(What to work on): Type the entries out once more. Match them exactly.

[Stored data]
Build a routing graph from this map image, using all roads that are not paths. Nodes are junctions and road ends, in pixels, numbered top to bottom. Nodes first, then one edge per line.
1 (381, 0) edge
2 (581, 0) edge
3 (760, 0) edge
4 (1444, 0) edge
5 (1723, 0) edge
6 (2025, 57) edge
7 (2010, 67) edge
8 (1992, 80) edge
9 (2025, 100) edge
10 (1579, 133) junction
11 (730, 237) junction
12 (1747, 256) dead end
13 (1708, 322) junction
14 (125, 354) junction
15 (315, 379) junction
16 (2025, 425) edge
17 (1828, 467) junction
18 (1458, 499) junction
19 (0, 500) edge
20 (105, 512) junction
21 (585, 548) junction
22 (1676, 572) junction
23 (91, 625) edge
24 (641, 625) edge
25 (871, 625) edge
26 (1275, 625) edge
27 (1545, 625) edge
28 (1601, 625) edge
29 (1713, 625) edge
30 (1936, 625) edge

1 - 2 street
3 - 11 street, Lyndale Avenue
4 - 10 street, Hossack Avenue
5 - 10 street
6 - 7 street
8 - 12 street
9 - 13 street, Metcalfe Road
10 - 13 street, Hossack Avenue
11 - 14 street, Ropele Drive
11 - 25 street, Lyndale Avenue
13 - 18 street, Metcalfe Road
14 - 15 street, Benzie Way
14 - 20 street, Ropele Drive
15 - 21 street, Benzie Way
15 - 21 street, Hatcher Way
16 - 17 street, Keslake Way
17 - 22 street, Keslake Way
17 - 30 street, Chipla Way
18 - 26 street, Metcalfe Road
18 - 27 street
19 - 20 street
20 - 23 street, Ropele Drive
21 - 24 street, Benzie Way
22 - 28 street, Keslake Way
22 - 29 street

(Result):
Build a routing graph from this map image, using all roads that are not paths. Nodes are junctions and road ends, in pixels, numbered top to bottom. Nodes first, then one edge per line.
1 (381, 0) edge
2 (581, 0) edge
3 (760, 0) edge
4 (1444, 0) edge
5 (1723, 0) edge
6 (2025, 57) edge
7 (2010, 67) edge
8 (1992, 80) edge
9 (2025, 100) edge
10 (1579, 133) junction
11 (730, 237) junction
12 (1747, 256) dead end
13 (1708, 322) junction
14 (125, 354) junction
15 (315, 379) junction
16 (2025, 425) edge
17 (1828, 467) junction
18 (1458, 499) junction
19 (0, 500) edge
20 (105, 512) junction
21 (585, 548) junction
22 (1676, 572) junction
23 (91, 625) edge
24 (641, 625) edge
25 (871, 625) edge
26 (1275, 625) edge
27 (1545, 625) edge
28 (1601, 625) edge
29 (1713, 625) edge
30 (1936, 625) edge

1 - 2 street
3 - 11 street, Lyndale Avenue
4 - 10 street, Hossack Avenue
5 - 10 street
6 - 7 street
8 - 12 street
9 - 13 street, Metcalfe Road
10 - 13 street, Hossack Avenue
11 - 14 street, Ropele Drive
11 - 25 street, Lyndale Avenue
13 - 18 street, Metcalfe Road
14 - 15 street, Benzie Way
14 - 20 street, Ropele Drive
15 - 21 street, Benzie Way
15 - 21 street, Hatcher Way
16 - 17 street, Keslake Way
17 - 22 street, Keslake Way
17 - 30 street, Chipla Way
18 - 26 street, Metcalfe Road
18 - 27 street
19 - 20 street
20 - 23 street, Ropele Drive
21 - 24 street, Benzie Way
22 - 28 street, Keslake Way
22 - 29 street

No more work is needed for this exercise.